EXERCISE BRIEF:
In your reply, repeat every entry exactly and skip over each picture.

Collected data entries:
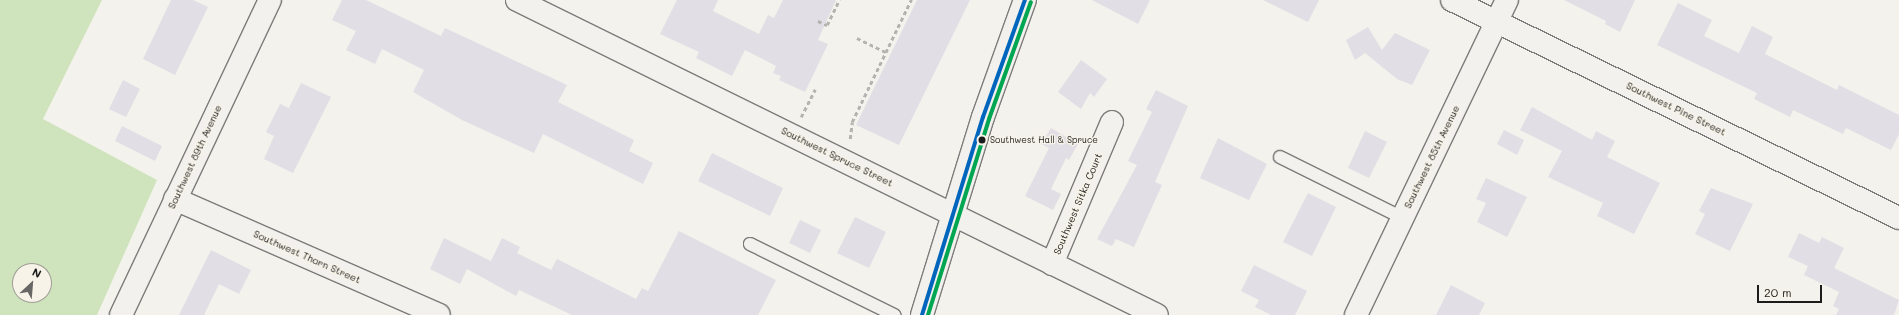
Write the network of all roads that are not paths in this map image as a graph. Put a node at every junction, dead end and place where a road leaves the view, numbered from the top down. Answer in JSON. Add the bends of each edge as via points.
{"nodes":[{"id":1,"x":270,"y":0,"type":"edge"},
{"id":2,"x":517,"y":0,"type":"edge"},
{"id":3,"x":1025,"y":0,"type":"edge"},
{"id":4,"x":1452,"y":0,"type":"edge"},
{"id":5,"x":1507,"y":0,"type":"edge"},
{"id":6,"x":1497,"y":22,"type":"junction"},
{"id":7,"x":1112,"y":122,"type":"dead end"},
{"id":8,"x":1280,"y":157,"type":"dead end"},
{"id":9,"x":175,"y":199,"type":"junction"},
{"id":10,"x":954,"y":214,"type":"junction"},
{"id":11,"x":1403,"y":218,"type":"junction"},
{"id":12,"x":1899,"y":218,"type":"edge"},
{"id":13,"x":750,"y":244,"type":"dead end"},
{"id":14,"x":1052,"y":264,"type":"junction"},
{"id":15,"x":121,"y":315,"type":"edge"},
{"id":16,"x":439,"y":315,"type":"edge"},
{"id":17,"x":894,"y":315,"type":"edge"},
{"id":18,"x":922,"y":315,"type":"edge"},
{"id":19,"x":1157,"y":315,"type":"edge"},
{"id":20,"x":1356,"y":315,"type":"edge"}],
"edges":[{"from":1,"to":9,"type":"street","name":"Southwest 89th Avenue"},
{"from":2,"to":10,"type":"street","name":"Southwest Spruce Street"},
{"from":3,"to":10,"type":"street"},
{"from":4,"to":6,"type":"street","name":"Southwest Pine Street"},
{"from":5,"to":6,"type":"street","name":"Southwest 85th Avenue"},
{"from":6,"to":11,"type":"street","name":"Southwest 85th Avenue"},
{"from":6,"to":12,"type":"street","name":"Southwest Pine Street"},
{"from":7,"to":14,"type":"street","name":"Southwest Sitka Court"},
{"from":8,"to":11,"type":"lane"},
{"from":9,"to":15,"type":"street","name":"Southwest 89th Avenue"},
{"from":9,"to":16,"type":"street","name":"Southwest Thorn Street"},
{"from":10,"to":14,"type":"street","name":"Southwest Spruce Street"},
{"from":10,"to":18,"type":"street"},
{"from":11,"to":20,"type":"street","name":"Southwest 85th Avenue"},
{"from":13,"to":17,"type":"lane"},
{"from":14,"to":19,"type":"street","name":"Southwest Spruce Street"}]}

RESULT FOR THIS TASK:
Write the network of all roads that are not paths in this map image as a graph. Put a node at every junction, dead end and place where a road leaves the view, numbered from the top down. Answer in JSON. Add the bends of each edge as via points.
{"nodes":[{"id":1,"x":270,"y":0,"type":"edge"},
{"id":2,"x":517,"y":0,"type":"edge"},
{"id":3,"x":1025,"y":0,"type":"edge"},
{"id":4,"x":1452,"y":0,"type":"edge"},
{"id":5,"x":1507,"y":0,"type":"edge"},
{"id":6,"x":1497,"y":22,"type":"junction"},
{"id":7,"x":1112,"y":122,"type":"dead end"},
{"id":8,"x":1280,"y":157,"type":"dead end"},
{"id":9,"x":175,"y":199,"type":"junction"},
{"id":10,"x":954,"y":214,"type":"junction"},
{"id":11,"x":1403,"y":218,"type":"junction"},
{"id":12,"x":1899,"y":218,"type":"edge"},
{"id":13,"x":750,"y":244,"type":"dead end"},
{"id":14,"x":1052,"y":264,"type":"junction"},
{"id":15,"x":121,"y":315,"type":"edge"},
{"id":16,"x":439,"y":315,"type":"edge"},
{"id":17,"x":894,"y":315,"type":"edge"},
{"id":18,"x":922,"y":315,"type":"edge"},
{"id":19,"x":1157,"y":315,"type":"edge"},
{"id":20,"x":1356,"y":315,"type":"edge"}],
"edges":[{"from":1,"to":9,"type":"street","name":"Southwest 89th Avenue"},
{"from":2,"to":10,"type":"street","name":"Southwest Spruce Street"},
{"from":3,"to":10,"type":"street"},
{"from":4,"to":6,"type":"street","name":"Southwest Pine Street"},
{"from":5,"to":6,"type":"street","name":"Southwest 85th Avenue"},
{"from":6,"to":11,"type":"street","name":"Southwest 85th Avenue"},
{"from":6,"to":12,"type":"street","name":"Southwest Pine Street"},
{"from":7,"to":14,"type":"street","name":"Southwest Sitka Court"},
{"from":8,"to":11,"type":"lane"},
{"from":9,"to":15,"type":"street","name":"Southwest 89th Avenue"},
{"from":9,"to":16,"type":"street","name":"Southwest Thorn Street"},
{"from":10,"to":14,"type":"street","name":"Southwest Spruce Street"},
{"from":10,"to":18,"type":"street"},
{"from":11,"to":20,"type":"street","name":"Southwest 85th Avenue"},
{"from":13,"to":17,"type":"lane"},
{"from":14,"to":19,"type":"street","name":"Southwest Spruce Street"}]}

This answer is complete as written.